Record excerpts ::

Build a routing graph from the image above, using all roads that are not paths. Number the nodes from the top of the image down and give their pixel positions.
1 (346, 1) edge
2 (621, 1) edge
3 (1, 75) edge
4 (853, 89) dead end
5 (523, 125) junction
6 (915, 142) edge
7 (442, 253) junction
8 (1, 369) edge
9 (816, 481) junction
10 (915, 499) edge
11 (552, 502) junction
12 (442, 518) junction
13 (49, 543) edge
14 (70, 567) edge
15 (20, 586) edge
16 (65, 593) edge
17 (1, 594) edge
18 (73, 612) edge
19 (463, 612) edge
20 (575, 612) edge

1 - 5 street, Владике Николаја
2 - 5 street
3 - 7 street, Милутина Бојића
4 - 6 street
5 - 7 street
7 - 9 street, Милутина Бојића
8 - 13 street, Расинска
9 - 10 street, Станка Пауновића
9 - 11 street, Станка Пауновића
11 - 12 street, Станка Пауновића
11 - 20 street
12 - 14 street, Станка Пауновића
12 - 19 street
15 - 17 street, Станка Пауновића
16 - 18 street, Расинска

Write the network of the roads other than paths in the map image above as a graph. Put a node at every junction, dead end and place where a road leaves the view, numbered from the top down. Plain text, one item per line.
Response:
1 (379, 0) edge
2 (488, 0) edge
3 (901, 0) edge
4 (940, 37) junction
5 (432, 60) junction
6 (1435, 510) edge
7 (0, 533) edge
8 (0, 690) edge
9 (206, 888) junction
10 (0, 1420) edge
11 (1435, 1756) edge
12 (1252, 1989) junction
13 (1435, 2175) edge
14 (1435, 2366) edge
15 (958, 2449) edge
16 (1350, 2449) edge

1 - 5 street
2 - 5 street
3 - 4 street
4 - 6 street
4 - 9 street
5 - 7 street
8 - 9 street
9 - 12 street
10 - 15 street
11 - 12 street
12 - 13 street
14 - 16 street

What to do :: Everything from the line that contains "Write the network" through the end of the records must be duplicated exactly, and nothing outside that range.

The answer ::
Write the network of the roads other than paths in the map image above as a graph. Put a node at every junction, dead end and place where a road leaves the view, numbered from the top down. Plain text, one item per line.
Response:
1 (379, 0) edge
2 (488, 0) edge
3 (901, 0) edge
4 (940, 37) junction
5 (432, 60) junction
6 (1435, 510) edge
7 (0, 533) edge
8 (0, 690) edge
9 (206, 888) junction
10 (0, 1420) edge
11 (1435, 1756) edge
12 (1252, 1989) junction
13 (1435, 2175) edge
14 (1435, 2366) edge
15 (958, 2449) edge
16 (1350, 2449) edge

1 - 5 street
2 - 5 street
3 - 4 street
4 - 6 street
4 - 9 street
5 - 7 street
8 - 9 street
9 - 12 street
10 - 15 street
11 - 12 street
12 - 13 street
14 - 16 street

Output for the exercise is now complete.